Dataset excerpts:
↓
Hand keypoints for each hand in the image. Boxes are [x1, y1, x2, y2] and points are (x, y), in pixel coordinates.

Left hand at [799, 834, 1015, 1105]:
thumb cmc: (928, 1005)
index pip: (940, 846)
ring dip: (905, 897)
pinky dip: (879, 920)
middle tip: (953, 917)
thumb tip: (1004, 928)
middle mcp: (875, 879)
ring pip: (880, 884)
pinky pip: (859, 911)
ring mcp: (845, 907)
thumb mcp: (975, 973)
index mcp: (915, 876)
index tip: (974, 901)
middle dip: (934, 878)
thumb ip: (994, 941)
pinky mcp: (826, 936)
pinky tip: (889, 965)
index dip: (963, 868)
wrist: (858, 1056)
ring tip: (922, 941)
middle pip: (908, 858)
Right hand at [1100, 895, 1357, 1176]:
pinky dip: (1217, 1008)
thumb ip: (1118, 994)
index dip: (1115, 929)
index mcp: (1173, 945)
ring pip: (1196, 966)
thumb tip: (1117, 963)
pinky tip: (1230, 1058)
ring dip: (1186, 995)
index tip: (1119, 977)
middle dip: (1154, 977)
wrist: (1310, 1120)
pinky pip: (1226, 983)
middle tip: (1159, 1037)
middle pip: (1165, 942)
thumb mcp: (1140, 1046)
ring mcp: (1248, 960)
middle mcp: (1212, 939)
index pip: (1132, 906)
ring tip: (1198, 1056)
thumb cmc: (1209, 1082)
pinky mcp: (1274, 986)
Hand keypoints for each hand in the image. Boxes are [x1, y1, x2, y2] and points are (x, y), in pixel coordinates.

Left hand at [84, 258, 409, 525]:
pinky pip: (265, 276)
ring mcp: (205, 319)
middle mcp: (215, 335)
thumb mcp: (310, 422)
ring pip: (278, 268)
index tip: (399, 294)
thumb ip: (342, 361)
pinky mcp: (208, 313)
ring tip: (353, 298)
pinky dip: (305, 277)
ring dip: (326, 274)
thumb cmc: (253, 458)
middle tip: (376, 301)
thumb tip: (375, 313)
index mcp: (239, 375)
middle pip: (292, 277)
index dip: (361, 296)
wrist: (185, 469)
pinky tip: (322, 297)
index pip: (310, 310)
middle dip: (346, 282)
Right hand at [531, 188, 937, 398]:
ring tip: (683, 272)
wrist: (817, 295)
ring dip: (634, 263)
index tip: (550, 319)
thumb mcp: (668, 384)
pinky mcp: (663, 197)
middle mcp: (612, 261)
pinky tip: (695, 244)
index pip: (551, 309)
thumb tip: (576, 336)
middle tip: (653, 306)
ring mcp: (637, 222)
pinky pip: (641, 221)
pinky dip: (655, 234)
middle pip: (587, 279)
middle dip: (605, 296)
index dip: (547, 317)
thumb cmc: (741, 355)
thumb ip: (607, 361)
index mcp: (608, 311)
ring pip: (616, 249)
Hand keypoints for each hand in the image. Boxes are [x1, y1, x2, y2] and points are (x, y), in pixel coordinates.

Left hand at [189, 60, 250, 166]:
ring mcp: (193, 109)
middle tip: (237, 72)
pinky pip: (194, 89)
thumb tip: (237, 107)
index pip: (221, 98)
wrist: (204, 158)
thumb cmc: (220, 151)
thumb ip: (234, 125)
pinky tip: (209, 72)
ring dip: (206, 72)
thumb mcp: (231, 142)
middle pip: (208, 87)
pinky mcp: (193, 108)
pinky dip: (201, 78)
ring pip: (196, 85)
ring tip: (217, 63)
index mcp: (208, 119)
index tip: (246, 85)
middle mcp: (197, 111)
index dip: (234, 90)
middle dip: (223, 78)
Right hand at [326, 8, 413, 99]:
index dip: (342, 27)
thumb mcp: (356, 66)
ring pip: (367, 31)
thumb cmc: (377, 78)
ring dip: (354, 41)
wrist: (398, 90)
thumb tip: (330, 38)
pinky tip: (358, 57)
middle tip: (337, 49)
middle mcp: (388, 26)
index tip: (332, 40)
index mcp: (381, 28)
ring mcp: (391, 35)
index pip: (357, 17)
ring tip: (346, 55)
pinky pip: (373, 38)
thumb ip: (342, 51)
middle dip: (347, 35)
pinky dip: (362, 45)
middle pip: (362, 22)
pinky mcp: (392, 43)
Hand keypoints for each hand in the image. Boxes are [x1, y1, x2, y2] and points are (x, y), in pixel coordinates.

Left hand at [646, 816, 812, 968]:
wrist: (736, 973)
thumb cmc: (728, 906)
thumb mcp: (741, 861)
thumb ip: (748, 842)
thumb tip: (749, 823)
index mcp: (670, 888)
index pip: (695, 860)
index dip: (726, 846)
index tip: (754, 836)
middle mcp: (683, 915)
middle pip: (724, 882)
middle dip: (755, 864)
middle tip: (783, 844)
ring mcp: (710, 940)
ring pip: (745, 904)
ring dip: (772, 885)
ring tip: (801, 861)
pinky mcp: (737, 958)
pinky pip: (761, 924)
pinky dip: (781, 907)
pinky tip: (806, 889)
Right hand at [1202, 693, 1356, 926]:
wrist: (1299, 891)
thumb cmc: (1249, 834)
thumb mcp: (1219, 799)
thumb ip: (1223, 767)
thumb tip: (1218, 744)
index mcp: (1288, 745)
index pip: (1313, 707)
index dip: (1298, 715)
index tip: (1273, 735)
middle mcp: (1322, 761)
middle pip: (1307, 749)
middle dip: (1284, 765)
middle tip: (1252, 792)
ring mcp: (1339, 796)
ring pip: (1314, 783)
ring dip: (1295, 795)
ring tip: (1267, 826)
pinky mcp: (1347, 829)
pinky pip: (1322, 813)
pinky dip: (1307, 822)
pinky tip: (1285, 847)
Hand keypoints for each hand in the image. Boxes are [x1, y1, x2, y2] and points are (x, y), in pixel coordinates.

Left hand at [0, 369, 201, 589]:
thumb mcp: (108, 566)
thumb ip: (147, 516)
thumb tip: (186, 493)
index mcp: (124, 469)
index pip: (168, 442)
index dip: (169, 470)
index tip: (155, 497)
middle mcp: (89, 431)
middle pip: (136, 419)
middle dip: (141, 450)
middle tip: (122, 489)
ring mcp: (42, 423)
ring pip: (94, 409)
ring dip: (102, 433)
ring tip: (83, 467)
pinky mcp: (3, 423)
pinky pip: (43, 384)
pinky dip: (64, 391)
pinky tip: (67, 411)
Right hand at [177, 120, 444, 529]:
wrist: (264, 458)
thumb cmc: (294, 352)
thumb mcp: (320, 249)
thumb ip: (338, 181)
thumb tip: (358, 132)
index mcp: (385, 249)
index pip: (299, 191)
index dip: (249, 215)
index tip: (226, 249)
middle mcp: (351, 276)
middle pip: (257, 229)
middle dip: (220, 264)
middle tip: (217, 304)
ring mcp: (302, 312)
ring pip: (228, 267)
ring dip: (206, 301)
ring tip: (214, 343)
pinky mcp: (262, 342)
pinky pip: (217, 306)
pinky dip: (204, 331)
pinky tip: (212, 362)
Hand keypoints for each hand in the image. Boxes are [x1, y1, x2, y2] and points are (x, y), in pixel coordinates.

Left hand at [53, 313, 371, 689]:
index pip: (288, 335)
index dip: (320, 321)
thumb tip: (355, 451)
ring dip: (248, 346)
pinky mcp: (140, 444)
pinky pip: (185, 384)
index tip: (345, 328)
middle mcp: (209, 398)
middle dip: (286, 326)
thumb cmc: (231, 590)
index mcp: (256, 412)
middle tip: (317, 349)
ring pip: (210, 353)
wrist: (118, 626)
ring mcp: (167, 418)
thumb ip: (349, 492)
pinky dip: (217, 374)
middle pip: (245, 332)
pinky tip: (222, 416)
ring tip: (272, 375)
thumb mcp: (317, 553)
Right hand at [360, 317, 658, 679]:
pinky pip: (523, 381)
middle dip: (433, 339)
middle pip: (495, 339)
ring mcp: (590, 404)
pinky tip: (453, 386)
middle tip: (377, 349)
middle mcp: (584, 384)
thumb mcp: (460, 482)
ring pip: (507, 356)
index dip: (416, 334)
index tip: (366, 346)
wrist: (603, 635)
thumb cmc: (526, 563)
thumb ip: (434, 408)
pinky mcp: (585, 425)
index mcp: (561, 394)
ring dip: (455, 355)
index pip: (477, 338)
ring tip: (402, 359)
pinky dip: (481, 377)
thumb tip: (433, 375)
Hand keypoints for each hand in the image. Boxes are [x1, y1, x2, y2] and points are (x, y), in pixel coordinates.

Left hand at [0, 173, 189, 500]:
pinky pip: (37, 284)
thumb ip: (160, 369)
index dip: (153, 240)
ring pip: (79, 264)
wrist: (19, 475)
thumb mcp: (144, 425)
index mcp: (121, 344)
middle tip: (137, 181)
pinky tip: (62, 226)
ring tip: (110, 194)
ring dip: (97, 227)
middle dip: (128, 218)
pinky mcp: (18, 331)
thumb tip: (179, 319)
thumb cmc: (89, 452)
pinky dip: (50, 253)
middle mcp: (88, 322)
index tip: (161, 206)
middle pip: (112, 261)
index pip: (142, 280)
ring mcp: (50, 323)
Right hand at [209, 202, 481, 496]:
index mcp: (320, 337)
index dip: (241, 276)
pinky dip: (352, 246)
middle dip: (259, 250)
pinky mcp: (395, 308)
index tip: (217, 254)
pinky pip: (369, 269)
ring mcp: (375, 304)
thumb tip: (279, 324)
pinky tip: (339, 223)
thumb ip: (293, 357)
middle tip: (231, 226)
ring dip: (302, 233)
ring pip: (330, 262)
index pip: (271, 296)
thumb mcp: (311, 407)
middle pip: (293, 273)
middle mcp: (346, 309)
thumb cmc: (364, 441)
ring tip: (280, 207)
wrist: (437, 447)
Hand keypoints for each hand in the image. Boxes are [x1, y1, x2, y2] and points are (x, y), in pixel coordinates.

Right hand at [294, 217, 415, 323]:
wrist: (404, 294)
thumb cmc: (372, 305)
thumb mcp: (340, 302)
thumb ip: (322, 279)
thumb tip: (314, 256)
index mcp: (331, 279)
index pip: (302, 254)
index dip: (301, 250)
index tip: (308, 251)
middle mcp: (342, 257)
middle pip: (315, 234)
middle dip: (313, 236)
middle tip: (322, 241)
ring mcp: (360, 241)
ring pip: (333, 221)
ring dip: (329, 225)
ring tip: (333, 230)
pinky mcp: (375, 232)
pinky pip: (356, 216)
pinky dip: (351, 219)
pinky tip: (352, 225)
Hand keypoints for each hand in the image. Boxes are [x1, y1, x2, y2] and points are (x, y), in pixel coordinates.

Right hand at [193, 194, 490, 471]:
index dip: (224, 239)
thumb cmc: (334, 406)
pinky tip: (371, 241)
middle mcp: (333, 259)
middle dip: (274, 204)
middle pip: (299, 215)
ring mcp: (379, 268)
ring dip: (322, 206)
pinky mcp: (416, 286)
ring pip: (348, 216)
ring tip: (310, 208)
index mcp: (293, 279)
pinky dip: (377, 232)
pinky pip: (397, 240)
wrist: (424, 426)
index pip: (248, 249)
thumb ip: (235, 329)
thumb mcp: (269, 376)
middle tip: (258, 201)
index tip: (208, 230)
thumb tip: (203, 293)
↑
§ WHAT NEEDS TO BE DONE
Above are some records; copy exactly the lines from the one with "pinky mcp: (193, 108)" through the one with "index dip: (1298, 715)", both included, and no others.

§ TASK RESPONSE
pinky mcp: (193, 108)
pinky dip: (201, 78)
ring pip: (196, 85)
ring tip: (217, 63)
index mcp: (208, 119)
index tip: (246, 85)
middle mcp: (197, 111)
index dip: (234, 90)
middle dip: (223, 78)
Right hand at [326, 8, 413, 99]:
index dip: (342, 27)
thumb mcp: (356, 66)
ring pip: (367, 31)
thumb cmc: (377, 78)
ring dip: (354, 41)
wrist: (398, 90)
thumb tip: (330, 38)
pinky tip: (358, 57)
middle tip: (337, 49)
middle mcp: (388, 26)
index tip: (332, 40)
index mcp: (381, 28)
ring mcp: (391, 35)
index pip: (357, 17)
ring tip: (346, 55)
pinky pip: (373, 38)
thumb ip: (342, 51)
middle dip: (347, 35)
pinky dip: (362, 45)
middle pip: (362, 22)
pinky mcp: (392, 43)
Hand keypoints for each hand in the image. Boxes are [x1, y1, x2, y2] and points are (x, y), in pixel coordinates.

Left hand at [646, 816, 812, 968]:
wrist: (736, 973)
thumb cmc: (728, 906)
thumb mcp: (741, 861)
thumb ip: (748, 842)
thumb tip: (749, 823)
index mcp: (670, 888)
index pip: (695, 860)
index dip: (726, 846)
index tip: (754, 836)
middle mcp: (683, 915)
middle pip: (724, 882)
middle dip: (755, 864)
middle tip: (783, 844)
ring mcp: (710, 940)
ring pip: (745, 904)
ring dip: (772, 885)
ring tip: (801, 861)
pinky mcp: (737, 958)
pinky pip: (761, 924)
pinky dip: (781, 907)
pinky tip: (806, 889)
Right hand at [1202, 693, 1356, 926]:
wrist: (1299, 891)
thumb cmc: (1249, 834)
thumb mcp: (1219, 799)
thumb ip: (1223, 767)
thumb tip: (1218, 744)
index mcp: (1288, 745)
index pip: (1313, 707)
index dip: (1298, 715)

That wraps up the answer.